1970, l’Istituto ha da poco compiuto mezzo secolo di vita, il ’68 è alle spalle, si è all’inizio dei “caldi” anni ’70. Nelle immagini in bianco e nero appare un mondo diverso rispetto a quello a cui siamo abituati, con i completi e le cravatte portate fin dalle medie. E con le feluche da goliardi, con i quali i freschi diplomati tornano alla festa della loro scuola: “l ‘imposizione del berretto goliardico è il rito più lieto della tradizionale ‘Festa della Scuola’ che si celebra il giorno dell’Immacolata”. A festeggiare i maturati che intraprendono l’avventura dell’università è mons. Mario Mortin, che ne approfitta per tornare “per un momento alla spensieratezza dei suoi anni accademici”.
In quel momento il Barbarigo è ancora una scuola con convitto: il bollettino dà la notizia del completamento di dieci nuove stanzette singole e doppie per i maturandi, in luogo del dormitorio comune: “Finalmente sarà in parte accontentata la sete di indipendenza dei nostri convittori diciottenni… Ecco il raccoglimento, il silenzio, l’organizzazione, il gusto personale, lo studio e il riposo. Finito il fastidio di vedersi al lavoro, accanto ad un compagno, che non ha voglia di studiare, che disturba perché irrequieto di natura; finito il controllo del prefetto, mai disposto a capire che nella giornata ci può essere un’ora pazza e capricciosa. Finalmente soli con la propria coscienza del dovere”. Ma, si chiede alla fine dubbioso l’articolista, “sarà un reale vantaggio?”
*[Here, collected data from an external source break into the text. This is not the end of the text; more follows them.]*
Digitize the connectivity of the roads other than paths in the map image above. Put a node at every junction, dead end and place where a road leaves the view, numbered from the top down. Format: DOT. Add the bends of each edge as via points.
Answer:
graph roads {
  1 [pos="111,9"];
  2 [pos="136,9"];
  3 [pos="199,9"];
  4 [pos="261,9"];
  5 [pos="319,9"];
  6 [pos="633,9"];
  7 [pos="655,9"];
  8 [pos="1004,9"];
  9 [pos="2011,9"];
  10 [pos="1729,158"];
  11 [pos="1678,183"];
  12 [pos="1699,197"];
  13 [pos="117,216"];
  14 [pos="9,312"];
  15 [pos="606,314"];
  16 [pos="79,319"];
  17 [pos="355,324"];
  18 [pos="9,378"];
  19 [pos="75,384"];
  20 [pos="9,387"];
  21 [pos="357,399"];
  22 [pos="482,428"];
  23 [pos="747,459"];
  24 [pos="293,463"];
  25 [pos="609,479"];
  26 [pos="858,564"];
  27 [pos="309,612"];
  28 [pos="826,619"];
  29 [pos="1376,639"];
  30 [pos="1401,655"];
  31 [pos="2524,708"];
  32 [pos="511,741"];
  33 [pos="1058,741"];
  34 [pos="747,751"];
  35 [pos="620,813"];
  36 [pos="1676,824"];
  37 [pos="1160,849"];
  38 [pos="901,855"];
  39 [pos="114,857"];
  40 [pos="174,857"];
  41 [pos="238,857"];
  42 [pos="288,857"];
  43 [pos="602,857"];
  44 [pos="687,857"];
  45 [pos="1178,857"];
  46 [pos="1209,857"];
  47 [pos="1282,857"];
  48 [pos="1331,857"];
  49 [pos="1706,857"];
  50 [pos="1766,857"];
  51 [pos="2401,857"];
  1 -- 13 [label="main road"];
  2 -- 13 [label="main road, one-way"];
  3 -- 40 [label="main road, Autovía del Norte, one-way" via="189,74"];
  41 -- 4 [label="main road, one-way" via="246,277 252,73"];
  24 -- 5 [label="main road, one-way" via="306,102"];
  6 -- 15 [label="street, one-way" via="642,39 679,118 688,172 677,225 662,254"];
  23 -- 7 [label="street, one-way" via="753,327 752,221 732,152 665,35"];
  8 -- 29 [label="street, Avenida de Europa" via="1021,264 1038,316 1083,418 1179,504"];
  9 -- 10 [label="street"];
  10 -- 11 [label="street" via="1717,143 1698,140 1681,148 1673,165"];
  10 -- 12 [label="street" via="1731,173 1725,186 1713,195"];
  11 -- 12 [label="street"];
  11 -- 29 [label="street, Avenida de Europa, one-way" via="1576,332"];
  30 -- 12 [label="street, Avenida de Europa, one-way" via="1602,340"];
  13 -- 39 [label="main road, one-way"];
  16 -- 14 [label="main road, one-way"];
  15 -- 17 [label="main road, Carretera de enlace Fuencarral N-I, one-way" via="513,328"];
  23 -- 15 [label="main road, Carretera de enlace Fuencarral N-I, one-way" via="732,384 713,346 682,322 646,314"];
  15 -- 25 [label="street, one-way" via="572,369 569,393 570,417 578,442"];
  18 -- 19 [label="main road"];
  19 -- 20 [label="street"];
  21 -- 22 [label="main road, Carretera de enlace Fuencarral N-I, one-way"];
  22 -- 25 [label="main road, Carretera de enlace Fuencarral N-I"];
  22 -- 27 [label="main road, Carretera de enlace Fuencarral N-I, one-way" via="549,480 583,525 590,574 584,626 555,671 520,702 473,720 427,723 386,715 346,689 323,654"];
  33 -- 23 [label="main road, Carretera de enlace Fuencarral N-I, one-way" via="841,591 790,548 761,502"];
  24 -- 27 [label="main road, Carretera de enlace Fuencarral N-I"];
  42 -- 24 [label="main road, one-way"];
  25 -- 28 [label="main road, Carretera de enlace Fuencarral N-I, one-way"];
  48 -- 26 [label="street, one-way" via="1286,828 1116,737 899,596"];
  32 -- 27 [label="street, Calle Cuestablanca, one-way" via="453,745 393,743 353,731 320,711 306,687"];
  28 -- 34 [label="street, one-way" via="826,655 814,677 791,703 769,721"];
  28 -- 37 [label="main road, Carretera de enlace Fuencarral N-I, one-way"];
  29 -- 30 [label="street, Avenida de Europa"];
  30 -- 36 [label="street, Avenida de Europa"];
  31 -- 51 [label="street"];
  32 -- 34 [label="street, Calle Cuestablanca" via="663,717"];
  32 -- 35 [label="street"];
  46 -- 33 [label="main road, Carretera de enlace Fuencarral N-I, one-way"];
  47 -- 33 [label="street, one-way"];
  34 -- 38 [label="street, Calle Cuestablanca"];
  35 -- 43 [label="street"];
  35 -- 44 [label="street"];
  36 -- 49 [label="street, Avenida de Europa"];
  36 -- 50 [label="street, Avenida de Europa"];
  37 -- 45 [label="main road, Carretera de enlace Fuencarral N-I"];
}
Intanto nell’assemblea generale della FIDAE, in una cerimonia solenne, viene conferito a don Giovanni Apolloni il diploma di “benemerito della Scuola cattolica”. Un significativo riconoscimento nazionale per i 45 anni di ininterrotto insegnamento al Barbarigo di uno dei suoi personaggi più caratteristici, molto attivo anche nella Resistenza al nazifascismo, durante la quale viene pure arrestato.
La musica non è mai mancata al Barbarigo: il bollettino dà notizia dell’impegno di don Floriano Riondato nel “rilancio dell’antico flauto dritto, chiamato anche flauto dolce o flauto a becco”, introdotto nella scuola “per la relativa facilità con cui viene suonato”. Un rilancio dunque allo stesso tempo meditato ed entusiastico, anche se a imprimersi nella memoria degli alunni saranno soprattutto i ‘lanci’ del suddetto strumento, quando l’esecuzione non era condotta con il sufficiente impegno.
Al fuoco!
Alle sette del mattino di mercoledì ventinove ottobre ’69, don Gianni Magnabosco, il più mattiniero dei superiori, apre la finestra della stanza e vede un gran fumo uscire da tutte le finestre dei tre piani di aule scolastiche.
Corre in sacrestia, spaventa le suore, che lo attendono per la Messa. Non c’è la chiave della portineria, da nessun altro apparecchio telefonico si riesce a formare il numero 113, né quello dei vigili del fuoco. Suor Luciana corre a svegliare il sovrintendente generale ai lavori dell’Istituto. Vittorio parte in vespa e in poco più di cinque minuti arriva la prima grossa autocisterna dei pompieri. Lentamente le fiamme si ritirano nel sotterraneo donde sono partite, e lo spettacolo si riduce di proporzioni. Alle sette si svegliano i convittori e scendono a curiosare. Alle sette e trenta arrivano gli esterni e il muro dei curiosi rende difficile il lavoro dei vigili. Oltre mille studenti vogliono vedere, sapere… Nella confusione qualche birba calpesta la gomma dei vigili illudendosi di ritardare l’opera di spegnimento; qualche altro fa lo spiritoso e si lamenta perché soltanto tre aule sono temporaneamente inservibili… un po’ di vacanza fuori programma non nuoce ad alcuno! Invece no. Un vecchio dormitorio e qualche altro locale, vengono approntati rapidamente. Si incendiano le aule, ma non si “brucia” la scuola.
Non mancava che questa avventura per rendere sempre più allegra l’esistenza a chi deve sobbarcarsi alla fatica di tenere in vita l’amministrazione del Barbarigo!